Don’t Destroy the Mural: Public Art Should Make Us Think 

Memphis has some amazing murals. My favorites are musical: the blink-and-you'll-miss it "That's How Strong My Love Is" at Third and Vance; the history of soul in Barboro Alley; "These Arms of Mine" off Lamar; the Soulsville gateway on Bellevue. I love the enthusiastic and pure homemade tributes to our local sports teams too, especially the bootlegged paintings of ill-proportioned tigers and misshapen grizzlies.

These pieces tell a neighborhood's story: who lived here, what happened, where to find hot wings and cold beer. All stories have conflicts and characters. Some are tragedies, some have happy endings.

Over the past decade or so, a different kind of mural started appearing — still pretty, but inorganic, generic. Follow the line of people waiting to take pictures for Instagram if you want to find one. At least one wall in every city is tattooed with a pair of wings, so tourists can be butterflies and birds while they show their friends back home how much fun they're having. These murals don't really tell a story, besides perhaps that someone read a Richard Florida book and was persuaded to put catnip out for the kinds of people they hope to attract. Art doesn't have to be deep when the alternative is an ugly wall.

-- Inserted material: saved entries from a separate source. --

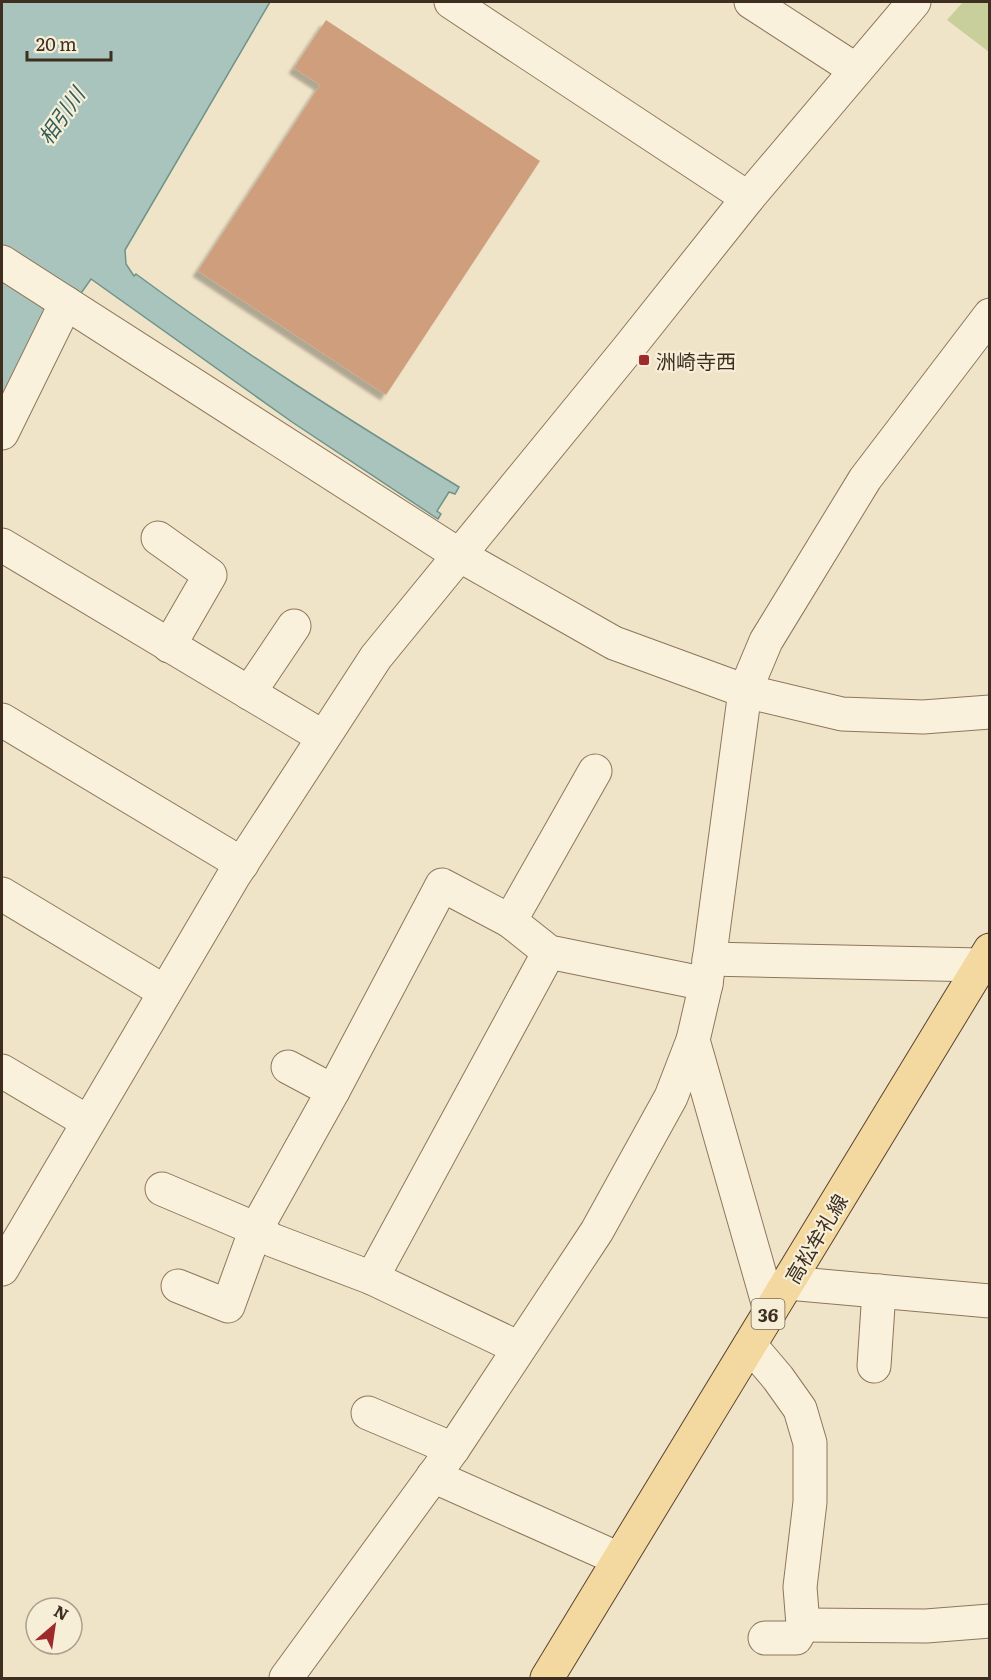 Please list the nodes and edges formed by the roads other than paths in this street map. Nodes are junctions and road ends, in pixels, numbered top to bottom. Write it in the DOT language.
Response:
graph roads {
  1 [pos="451,2"];
  2 [pos="751,2"];
  3 [pos="914,2"];
  4 [pos="856,70"];
  5 [pos="748,198"];
  6 [pos="2,261"];
  7 [pos="61,299"];
  8 [pos="990,315"];
  9 [pos="2,434"];
  10 [pos="158,538"];
  11 [pos="2,545"];
  12 [pos="459,555"];
  13 [pos="294,626"];
  14 [pos="169,646"];
  15 [pos="745,691"];
  16 [pos="249,693"];
  17 [pos="990,712"];
  18 [pos="2,720"];
  19 [pos="323,737"];
  20 [pos="595,771"];
  21 [pos="242,864"];
  22 [pos="2,894"];
  23 [pos="510,921"];
  24 [pos="549,952"];
  25 [pos="985,958"];
  26 [pos="708,972"];
  27 [pos="165,992"];
  28 [pos="693,1040"];
  29 [pos="288,1067"];
  30 [pos="2,1071"];
  31 [pos="333,1091"];
  32 [pos="88,1122"];
  33 [pos="162,1189"];
  34 [pos="256,1229"];
  35 [pos="5,1254"];
  36 [pos="372,1278"];
  37 [pos="788,1283"];
  38 [pos="178,1286"];
  39 [pos="879,1291"];
  40 [pos="990,1301"];
  41 [pos="770,1310"];
  42 [pos="750,1345"];
  43 [pos="519,1348"];
  44 [pos="874,1366"];
  45 [pos="368,1413"];
  46 [pos="453,1449"];
  47 [pos="433,1476"];
  48 [pos="619,1559"];
  49 [pos="990,1621"];
  50 [pos="803,1625"];
  51 [pos="765,1638"];
  52 [pos="286,1678"];
  53 [pos="547,1678"];
  1 -- 5 [label="street"];
  2 -- 4 [label="street"];
  3 -- 4 [label="street"];
  4 -- 5 [label="street"];
  5 -- 12 [label="street"];
  6 -- 7 [label="street"];
  7 -- 9 [label="street"];
  7 -- 12 [label="street"];
  8 -- 15 [label="street"];
  10 -- 14 [label="street"];
  11 -- 14 [label="street"];
  12 -- 15 [label="street"];
  12 -- 19 [label="street"];
  13 -- 16 [label="street"];
  14 -- 16 [label="street"];
  15 -- 17 [label="street"];
  15 -- 26 [label="street"];
  16 -- 19 [label="street"];
  18 -- 21 [label="street"];
  19 -- 21 [label="street"];
  20 -- 23 [label="street"];
  21 -- 27 [label="street"];
  22 -- 27 [label="street"];
  23 -- 24 [label="street"];
  23 -- 31 [label="street"];
  24 -- 26 [label="street"];
  24 -- 36 [label="street"];
  25 -- 26 [label="street"];
  25 -- 37 [label="main road, 高松牟礼線 / 36"];
  26 -- 28 [label="street"];
  27 -- 32 [label="street"];
  28 -- 41 [label="street"];
  28 -- 43 [label="street"];
  29 -- 31 [label="street"];
  30 -- 32 [label="street"];
  31 -- 34 [label="street"];
  32 -- 35 [label="street"];
  33 -- 34 [label="street"];
  34 -- 36 [label="street"];
  34 -- 38 [label="street"];
  36 -- 43 [label="street"];
  37 -- 39 [label="street"];
  37 -- 41 [label="main road, 高松牟礼線 / 36"];
  39 -- 40 [label="street"];
  39 -- 44 [label="street"];
  41 -- 42 [label="main road, 高松牟礼線 / 36"];
  42 -- 48 [label="main road, 高松牟礼線 / 36"];
  42 -- 50 [label="street"];
  43 -- 46 [label="street"];
  45 -- 46 [label="street"];
  46 -- 47 [label="street"];
  47 -- 48 [label="street"];
  47 -- 52 [label="street"];
  48 -- 53 [label="main road, 高松牟礼線 / 36"];
  49 -- 50 [label="street"];
  50 -- 51 [label="street"];
}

Memphis has space for both kinds of murals. Thousands of bare walls, in fact. So there is absolutely no good reason to replace the 89-foot-tall civil rights mural at the corner of South Main and Dr. Martin Luther King Jr. Avenue. It may seem trivial in the grand scheme of things, but the fact that the possibility has even been considered is yet another milestone in the city's impressive legacy of finding innovative ways to screw up the easiest wins. I'd like to submit an amendment to the new slogan: "Memphis, Home of Blues, Soul, Rock-and-Roll, and Actually, Y'know, We Didn't Really Think This Through."

The mural captivates passersby with a powerful primer of the region's real story. Local children who visit the area for basketball games and Orpheum field trips can see themselves reflected in the figures depicted, instead of sanitized and whitewashed textbook accounts. Yet people allegedly have complained that the modern family depicted at the bottom, a woman and two children described in The Commercial Appeal as "fatherless" look "sad." That's open to interpretation, but why wouldn't they be sad? They have plenty of reasons not to smile; go to half the population of the city and you'll find them. Maybe they're offended to have been presumed fatherless. Maybe they're just hot.

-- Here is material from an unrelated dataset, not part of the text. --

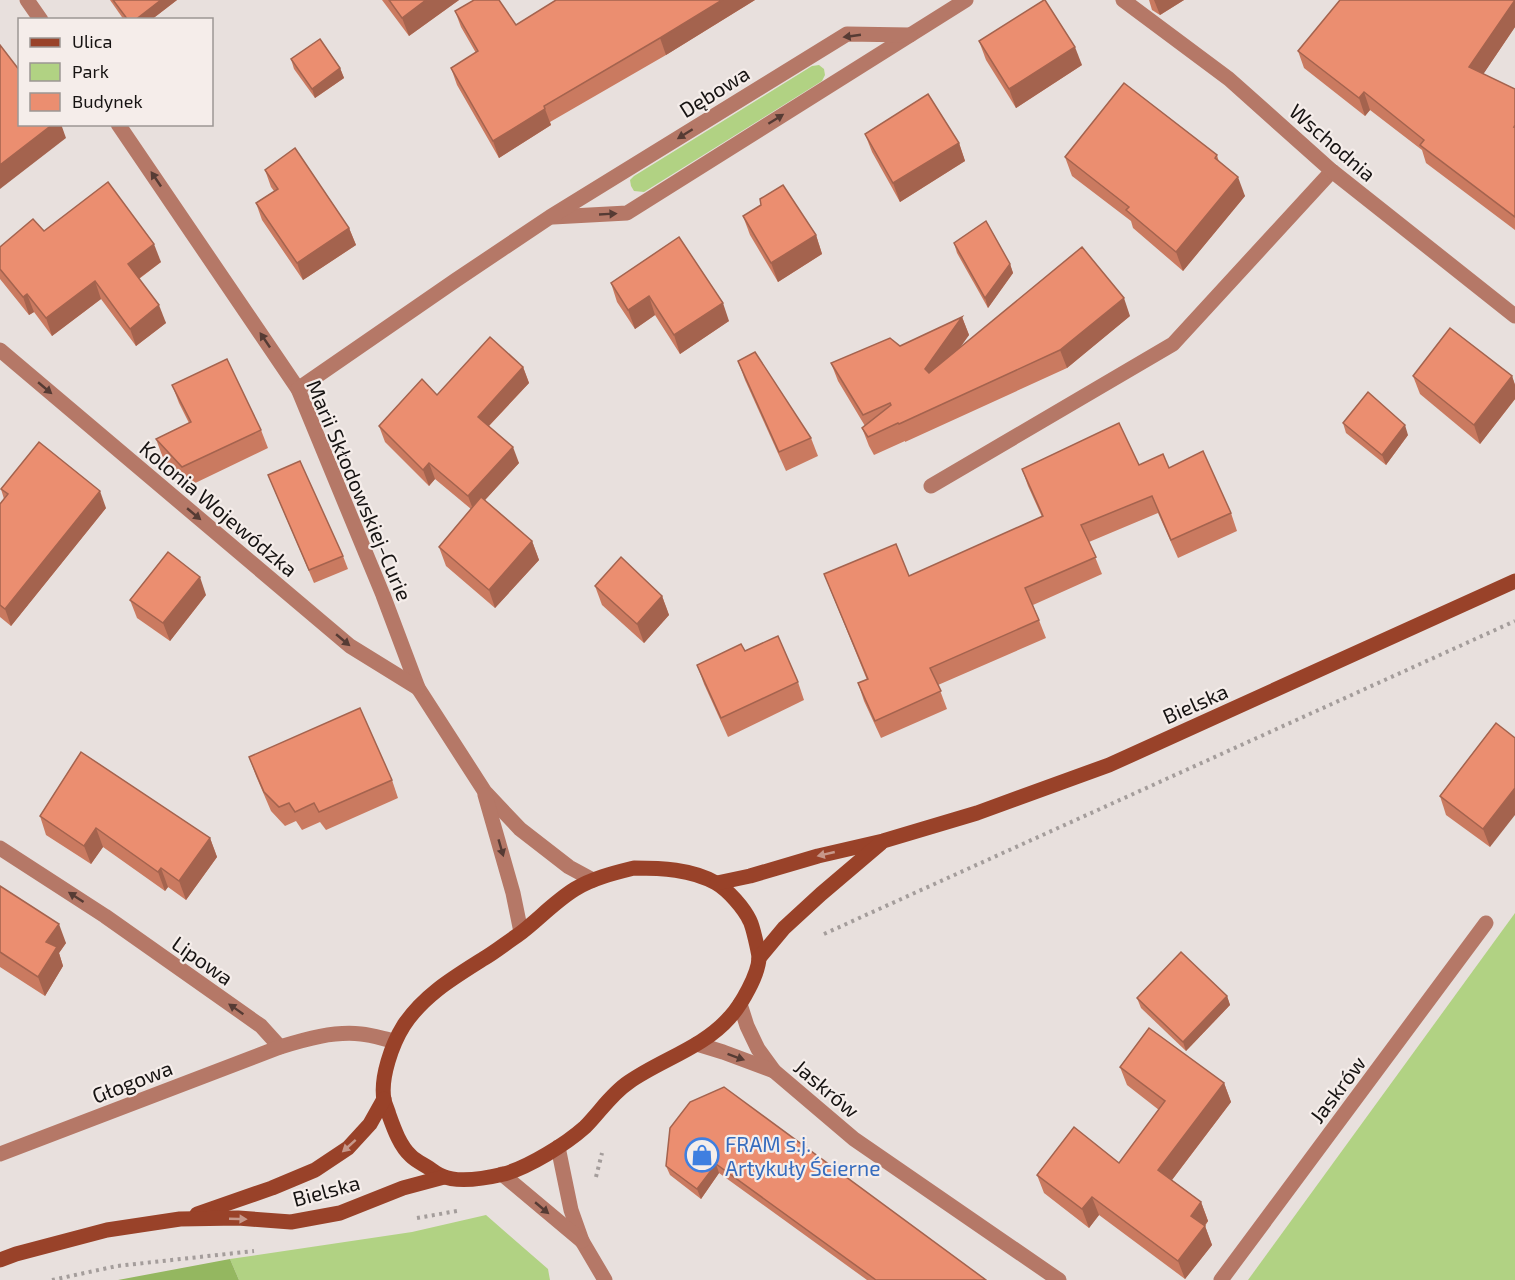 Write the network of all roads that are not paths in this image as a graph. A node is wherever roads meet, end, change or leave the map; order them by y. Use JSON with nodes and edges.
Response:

The city commemorated the 50th anniversary of the MLK assassination three months ago by asking, "Where do we go from here?" Must we return to our regularly scheduled programming so quickly? Black history is Memphis history, and erasing it — in this case, literally — signals an enduring unwillingness to confront the issues still stifling progress. Do we want to spend our bicentennial toasting decades of boneheaded decisions and crippling inequity, or charting a blueprint for creating 200 years of justice?

I'm no art critic, but if a mural makes people uneasy about the state of civil rights in 2018, that's probably its intent. Painting over a thoughtful and provocative piece of art because some baby boomers didn't like seeing a tiny "Black Lives Matter" during their novelty trolley ride sends an ugly message to the people who live here. This is reality. If tourists are uncomfortable, they can stroll down to Beale Street for a Big Ass Beer to cleanse their palates before they take selfies in front of a sign that says "Everything Is Fine."

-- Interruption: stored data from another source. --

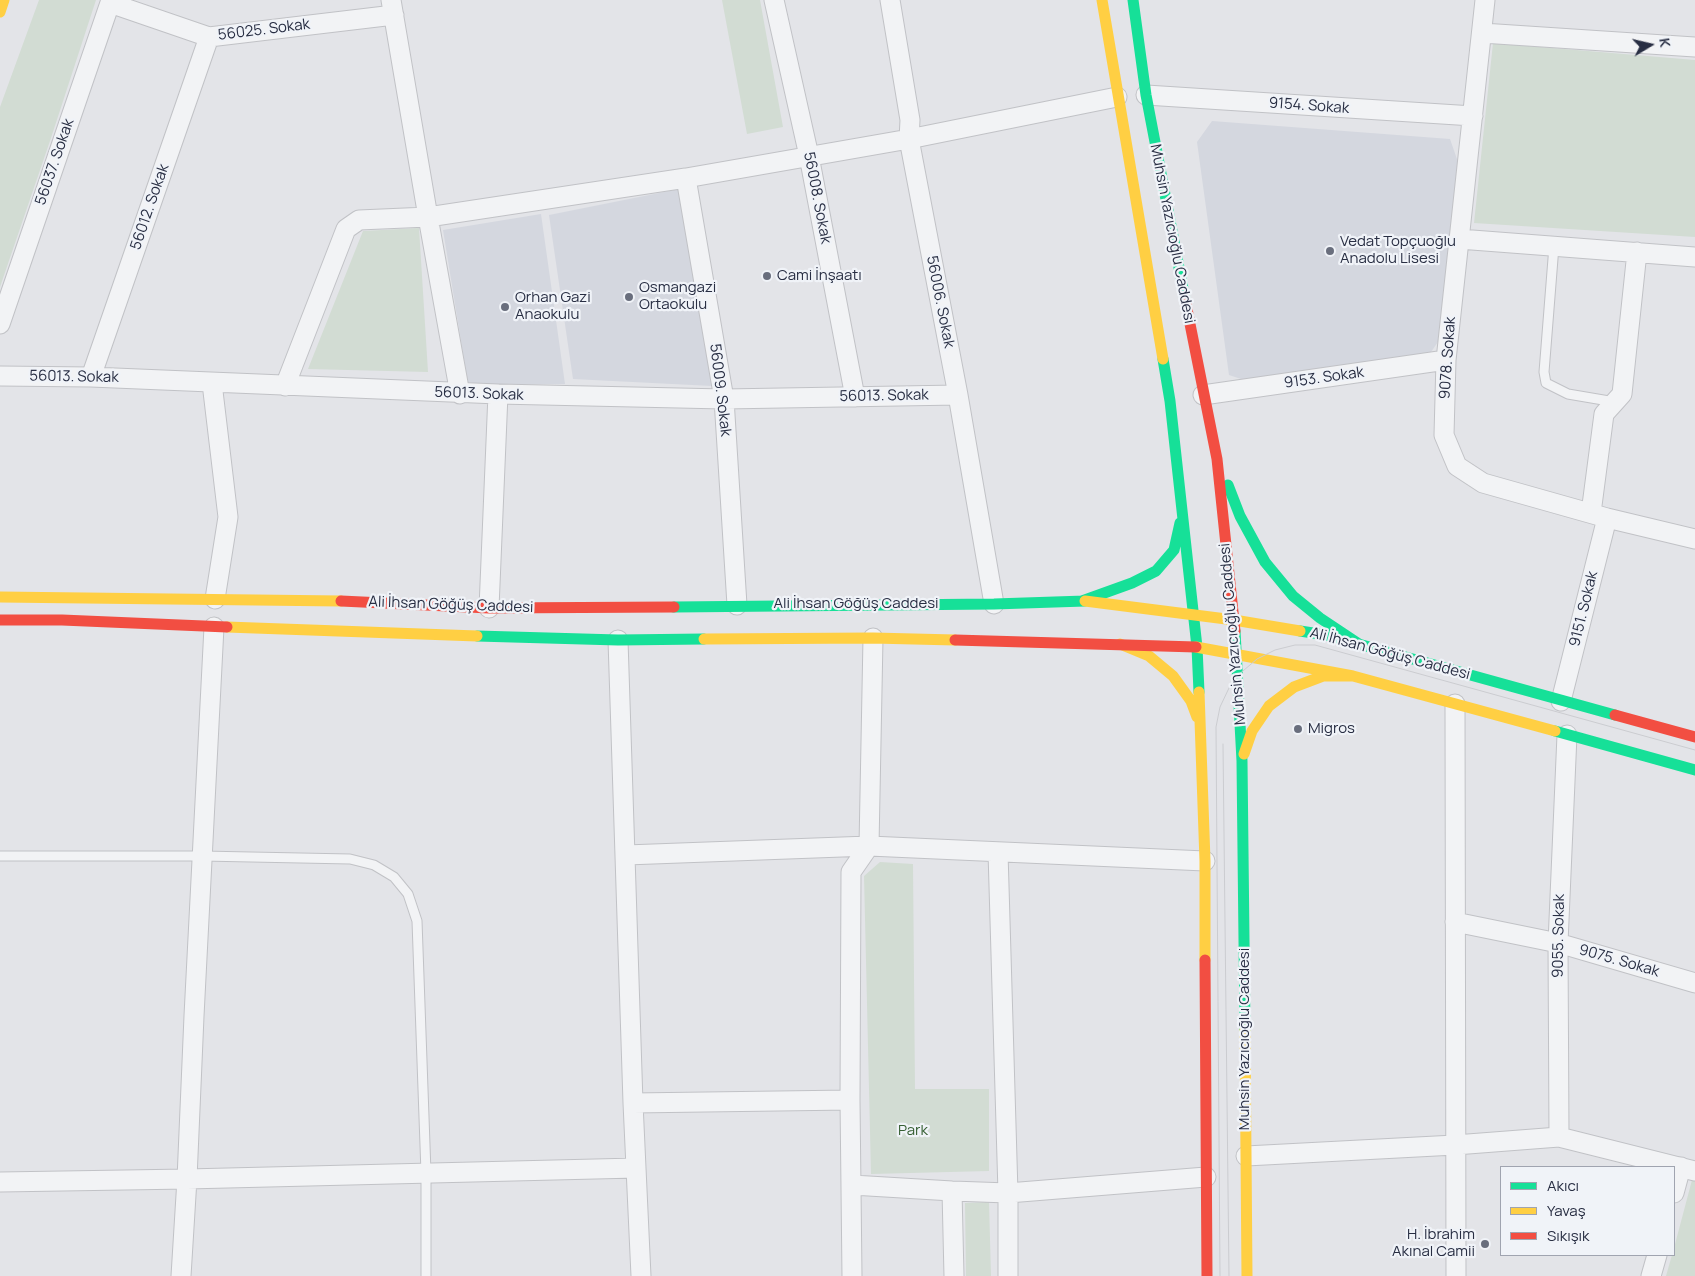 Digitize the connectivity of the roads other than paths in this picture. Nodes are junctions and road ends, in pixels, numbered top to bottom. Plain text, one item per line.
1 (4, 0) edge
2 (774, 0) edge
3 (890, 0) edge
4 (1102, 0) edge
5 (1133, 0) edge
6 (1486, 0) edge
7 (110, 1) edge
8 (392, 7) edge
9 (0, 12) edge
10 (1482, 32) junction
11 (209, 37) junction
12 (1695, 47) edge
13 (1146, 96) junction
14 (1117, 97) junction
15 (1473, 116) junction
16 (909, 139) junction
17 (809, 156) junction
18 (686, 178) junction
19 (428, 217) junction
20 (1459, 239) junction
21 (1554, 246) junction
22 (1637, 252) junction
23 (1695, 257) edge
24 (0, 324) edge
25 (1446, 360) junction
26 (0, 376) edge
27 (91, 376) junction
28 (212, 382) junction
29 (286, 386) junction
30 (460, 394) junction
31 (498, 394) junction
32 (958, 395) junction
33 (1203, 395) junction
34 (855, 397) junction
35 (724, 399) junction
36 (1615, 402) junction
37 (1217, 460) junction
38 (1182, 512) junction
39 (1599, 515) junction
40 (1695, 539) edge
41 (0, 598) edge
42 (215, 599) junction
43 (1082, 602) junction
44 (994, 604) junction
45 (736, 605) junction
46 (489, 608) junction
47 (1193, 615) junction
48 (0, 620) edge
49 (1234, 620) junction
50 (214, 626) junction
51 (873, 638) junction
52 (618, 640) junction
53 (1120, 644) junction
54 (1359, 644) junction
55 (1197, 647) junction
56 (1236, 653) junction
57 (1353, 676) junction
58 (1561, 701) junction
59 (1455, 704) junction
60 (1202, 731) junction
61 (1567, 735) junction
62 (1695, 737) edge
63 (1242, 760) junction
64 (1695, 770) edge
65 (869, 846) junction
66 (998, 852) junction
67 (626, 855) junction
68 (0, 856) edge
69 (202, 856) junction
70 (1205, 861) junction
71 (1455, 922) junction
72 (1558, 943) junction
73 (1695, 983) edge
74 (850, 1100) junction
75 (633, 1103) junction
76 (1559, 1137) junction
77 (1455, 1146) junction
78 (1246, 1156) junction
79 (636, 1168) junction
80 (1688, 1169) edge
81 (426, 1173) junction
82 (1206, 1177) junction
83 (187, 1179) junction
84 (0, 1182) edge
85 (852, 1185) junction
86 (952, 1191) junction
87 (1675, 1191) edge
88 (1008, 1193) junction
89 (1656, 1256) edge
90 (181, 1276) edge
91 (426, 1276) edge
92 (641, 1276) edge
93 (852, 1276) edge
94 (954, 1276) edge
95 (1008, 1276) edge
96 (1207, 1276) edge
97 (1246, 1276) edge
98 (1456, 1276) edge
99 (1651, 1276) edge

1 - 9 main road
2 - 17 street, 56008. Sokak
3 - 16 street, 56006. Sokak
4 - 14 main road, Muhsin Yazıcıoğlu Caddesi
5 - 13 main road, Muhsin Yazıcıoğlu Caddesi
6 - 10 street, 9078. Sokak
7 - 11 street, 56025. Sokak
7 - 24 street, 56037. Sokak
8 - 11 street, 56025. Sokak
8 - 19 street
10 - 12 street
10 - 15 street, 9078. Sokak
11 - 27 street, 56012. Sokak
13 - 15 street, 9154. Sokak
13 - 33 main road, Muhsin Yazıcıoğlu Caddesi
14 - 16 street
14 - 38 main road, Muhsin Yazıcıoğlu Caddesi
15 - 20 street, 9078. Sokak
16 - 17 street
16 - 32 street, 56006. Sokak
17 - 18 street
17 - 34 street, 56008. Sokak
18 - 19 street
18 - 35 street, 56009. Sokak
19 - 29 street
19 - 30 street
20 - 21 street
20 - 25 street, 9078. Sokak
21 - 22 street
21 - 36 lane
22 - 23 street
22 - 36 street, 9151. Sokak
25 - 33 street, 9153. Sokak
25 - 39 street, 9078. Sokak
26 - 27 street, 56013. Sokak
27 - 28 street, 56013. Sokak
28 - 29 street, 56013. Sokak
28 - 42 street
29 - 30 street, 56013. Sokak
30 - 31 street, 56013. Sokak
31 - 35 street, 56013. Sokak
31 - 46 street
32 - 34 street, 56013. Sokak
32 - 44 street, 56006. Sokak
33 - 37 main road, Muhsin Yazıcıoğlu Caddesi
34 - 35 street, 56013. Sokak
35 - 45 street, 56009. Sokak
36 - 39 street, 9151. Sokak
37 - 49 main road, Muhsin Yazıcıoğlu Caddesi
37 - 54 main road
38 - 43 main road
38 - 47 main road, Muhsin Yazıcıoğlu Caddesi
39 - 40 street, 9078. Sokak
39 - 58 street, 9151. Sokak
41 - 42 main road, Ali İhsan Göğüş Caddesi
42 - 46 main road, Ali İhsan Göğüş Caddesi
43 - 44 main road, Ali İhsan Göğüş Caddesi
43 - 47 main road, Ali İhsan Göğüş Caddesi
44 - 45 main road, Ali İhsan Göğüş Caddesi
45 - 46 main road, Ali İhsan Göğüş Caddesi
47 - 49 main road, Ali İhsan Göğüş Caddesi
47 - 55 main road, Muhsin Yazıcıoğlu Caddesi
48 - 50 main road, Ali İhsan Göğüş Caddesi
49 - 54 main road, Ali İhsan Göğüş Caddesi
49 - 56 main road, Muhsin Yazıcıoğlu Caddesi
50 - 52 main road, Ali İhsan Göğüş Caddesi
50 - 69 street
51 - 52 main road, Ali İhsan Göğüş Caddesi
51 - 53 main road, Ali İhsan Göğüş Caddesi
51 - 65 street
52 - 67 street
53 - 55 main road, Ali İhsan Göğüş Caddesi
53 - 60 main road
54 - 58 main road, Ali İhsan Göğüş Caddesi
55 - 56 main road, Ali İhsan Göğüş Caddesi
55 - 60 main road, Muhsin Yazıcıoğlu Caddesi
56 - 57 main road, Ali İhsan Göğüş Caddesi
56 - 63 main road, Muhsin Yazıcıoğlu Caddesi
57 - 59 main road, Ali İhsan Göğüş Caddesi
57 - 63 main road
58 - 62 main road, Ali İhsan Göğüş Caddesi
59 - 61 main road, Ali İhsan Göğüş Caddesi
59 - 71 street
60 - 70 main road, Muhsin Yazıcıoğlu Caddesi
61 - 64 main road, Ali İhsan Göğüş Caddesi
61 - 72 street, 9055. Sokak
63 - 78 main road, Muhsin Yazıcıoğlu Caddesi
65 - 66 street
65 - 67 street
65 - 74 street
66 - 70 street
66 - 88 street
67 - 75 street
68 - 69 lane
69 - 81 lane
69 - 83 street
70 - 82 main road, Muhsin Yazıcıoğlu Caddesi
71 - 72 street, 9075. Sokak
71 - 77 street
72 - 73 street, 9075. Sokak
72 - 76 street, 9055. Sokak
74 - 75 street
74 - 85 street
75 - 79 street
76 - 77 street
76 - 80 street
77 - 78 street
77 - 98 street
78 - 97 main road, Muhsin Yazıcıoğlu Caddesi
79 - 81 street
79 - 92 street
80 - 87 street
81 - 83 street
81 - 91 lane
82 - 88 street
82 - 96 main road, Muhsin Yazıcıoğlu Caddesi
83 - 84 street
83 - 90 street
85 - 86 street
85 - 93 street
86 - 88 street
86 - 94 street
88 - 95 street
89 - 99 street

The city and UrbanArt Commission may swear up and down the motivation for repainting has nothing to do with the inscription, but they'll need to give a better explanation than what has been provided so far. Historians' nitpicking about unspecified inaccuracies is weak: We know Union soldiers didn't wear seafoam and Robert Church's face wasn't purple. If the mural wasn't meant to stay on that wall forever, why was it permanently installed? Why did the artists — Derrick Dent and Michael Roy, aka Birdcap — spend months planning, designing, creating, and installing something only to see it destroyed after two years? What a waste. If there's another artist lined up and another idea in the works, great. Find another wall and put it there. Let us have nice things — and leave that gorgeous mural alone.

Jen Clarke is an unapologetic Memphian and digital marketing specialist.

Editor's Note: As the Flyer went to press on Tuesday, Mayor Strickland's spokesperson, Kyle Veazey, stated that the mayor would not allow the mural to be taken down.